Europa stelle die europäischen Juden vor eine unmögliche Wahl: entweder sich zu assimilieren um den Preis, dass die ihre kollektive Identität aufgäben – oder ihre kollektive Identität zu bewahren um den Preis, dass sie mehr und mehr zum Fremdkörper würden.

Dr. Shlomo Shpiro vom Argov Center for the Study of Israel an der Bar Ilan-Universität stellte am Beispiel der (west)deutsch-israelischen Geheimdienst- und Militärzusammenarbeit in den 1950er Jahren dar, welche – vor den Augen der Öffentlichkeit verborgene – Bedeutung Israelis deutscher Herkunft für die Annäherung zwischen dem jungen Staat Israel und der jungen Bundesrepublik hatten.
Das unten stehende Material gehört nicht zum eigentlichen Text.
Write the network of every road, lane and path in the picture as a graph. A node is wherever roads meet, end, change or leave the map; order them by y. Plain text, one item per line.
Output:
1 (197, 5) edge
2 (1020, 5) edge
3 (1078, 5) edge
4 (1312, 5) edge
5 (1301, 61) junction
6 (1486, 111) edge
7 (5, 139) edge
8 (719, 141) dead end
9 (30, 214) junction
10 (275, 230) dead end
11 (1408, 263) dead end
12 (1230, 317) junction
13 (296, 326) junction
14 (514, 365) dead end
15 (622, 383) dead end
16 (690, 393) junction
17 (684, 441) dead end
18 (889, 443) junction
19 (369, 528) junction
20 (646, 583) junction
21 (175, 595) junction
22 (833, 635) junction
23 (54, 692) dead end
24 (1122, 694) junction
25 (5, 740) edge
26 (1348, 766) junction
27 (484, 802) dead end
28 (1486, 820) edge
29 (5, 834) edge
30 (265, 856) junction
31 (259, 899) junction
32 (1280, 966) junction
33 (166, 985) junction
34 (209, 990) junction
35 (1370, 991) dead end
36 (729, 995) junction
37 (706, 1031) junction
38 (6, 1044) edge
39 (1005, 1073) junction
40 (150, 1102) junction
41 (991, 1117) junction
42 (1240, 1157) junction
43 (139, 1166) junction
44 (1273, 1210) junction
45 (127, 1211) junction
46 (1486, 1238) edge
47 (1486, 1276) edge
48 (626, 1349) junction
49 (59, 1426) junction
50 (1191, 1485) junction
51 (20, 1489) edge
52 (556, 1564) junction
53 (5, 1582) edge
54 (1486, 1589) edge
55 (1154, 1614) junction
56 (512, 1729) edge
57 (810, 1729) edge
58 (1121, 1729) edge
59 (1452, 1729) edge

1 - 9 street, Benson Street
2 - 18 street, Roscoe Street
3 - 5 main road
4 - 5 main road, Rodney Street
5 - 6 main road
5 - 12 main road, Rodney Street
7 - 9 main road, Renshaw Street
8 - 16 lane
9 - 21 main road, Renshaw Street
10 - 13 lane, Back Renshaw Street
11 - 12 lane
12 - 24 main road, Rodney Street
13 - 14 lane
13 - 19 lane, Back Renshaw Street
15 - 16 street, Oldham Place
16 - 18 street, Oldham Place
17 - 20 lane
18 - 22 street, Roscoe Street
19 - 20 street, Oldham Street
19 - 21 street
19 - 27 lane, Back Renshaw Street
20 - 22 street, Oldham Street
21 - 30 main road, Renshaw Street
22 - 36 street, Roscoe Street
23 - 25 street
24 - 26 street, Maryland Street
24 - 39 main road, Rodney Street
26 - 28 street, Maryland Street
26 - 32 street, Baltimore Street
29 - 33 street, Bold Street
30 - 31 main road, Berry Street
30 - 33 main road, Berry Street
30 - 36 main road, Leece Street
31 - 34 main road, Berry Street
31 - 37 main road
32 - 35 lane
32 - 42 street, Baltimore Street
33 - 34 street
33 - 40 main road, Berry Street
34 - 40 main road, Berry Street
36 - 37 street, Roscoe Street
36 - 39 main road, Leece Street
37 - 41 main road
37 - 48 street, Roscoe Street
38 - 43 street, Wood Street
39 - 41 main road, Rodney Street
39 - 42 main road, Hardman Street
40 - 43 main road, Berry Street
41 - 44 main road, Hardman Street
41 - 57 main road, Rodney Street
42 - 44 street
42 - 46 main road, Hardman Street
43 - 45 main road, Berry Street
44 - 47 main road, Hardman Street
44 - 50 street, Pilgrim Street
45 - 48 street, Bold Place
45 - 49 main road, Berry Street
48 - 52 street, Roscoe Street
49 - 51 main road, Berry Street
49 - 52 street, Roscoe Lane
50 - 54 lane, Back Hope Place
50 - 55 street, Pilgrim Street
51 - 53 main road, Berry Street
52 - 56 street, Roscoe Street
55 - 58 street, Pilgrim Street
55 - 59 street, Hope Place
Für Israel sei es um die Sicherung der eigenen Existenz gegangen; deshalb sei es den Vertretern des jüdischen Staates akzeptabel erschienen, mit deutschen Partnern zusammenzuarbeiten, die bis zum Ende des Zweiten Weltkriegs dem NS-Regime gedient hätten. Von der (west)deutsch-israelischen Zusammenarbeit hätten beide Seiten profitiert – die Bundesrepublik nicht zuletzt dadurch, dass sie auf diese Weise geheimdienstliche Informationen erhielt, die ihr von den Nachrichtendiensten ehemaliger Kriegsgegner im Westen vorenthalten wurden.

Unter den politischen Akteuren auf (west)deutscher Seite nannte Shpiro Franz Josef Strauß und Konrad Adenauer. Adenauer sei es natürlich immer auch darum gegangen, Deutschland in die Völkergemeinschaft zurückzuführen. Er habe aber zugleich aus einem genuin moralischen Impetus heraus gehandelt – namentlich bei den Regelungen zur Wiedergutmachung Anfang der 1950er Jahre, gegen die es im Deutschen Bundestag viel Widerstand gegeben habe.

Mit der Bekämpfung des Antisemitismus durch die EU befasste sich András Baneth von der European Training Academy. Er stellte dabei sowohl die in diesem Zusammenhang einschlägigen Normen (z.B. das „Exkommunikationsverfahren“ nach Art. 7 des Vertrages über die Europäische Union) als auch die zuständigen Institutionen (z.B. die Wiener Agentur der Europäischen Union für Grundrechte – FRA, European Union Agency for Fundamental Rights –) vor. Auch die Rolle des Straßburger Europarates kam zu Sprache, vor allem die Venedig-Kommission (Europäische Kommission für Demokratie durch Recht, Venice Commission).

Baneth warnte davor – nicht zuletzt im Blick auf Ungarn, sein eigenes Heimatland –, die rechtlichen und institutionellen Möglichkeiten Europas im Kampf gegen Antisemitismus zu überschätzen. Letzten Endes komme es darauf an, dass die Immunkräfte in den einzelnen Gesellschaften gestärkt würden. Der Staat könne dazu durch das Bildungssystem einen wesentlichen Beitrag leisten.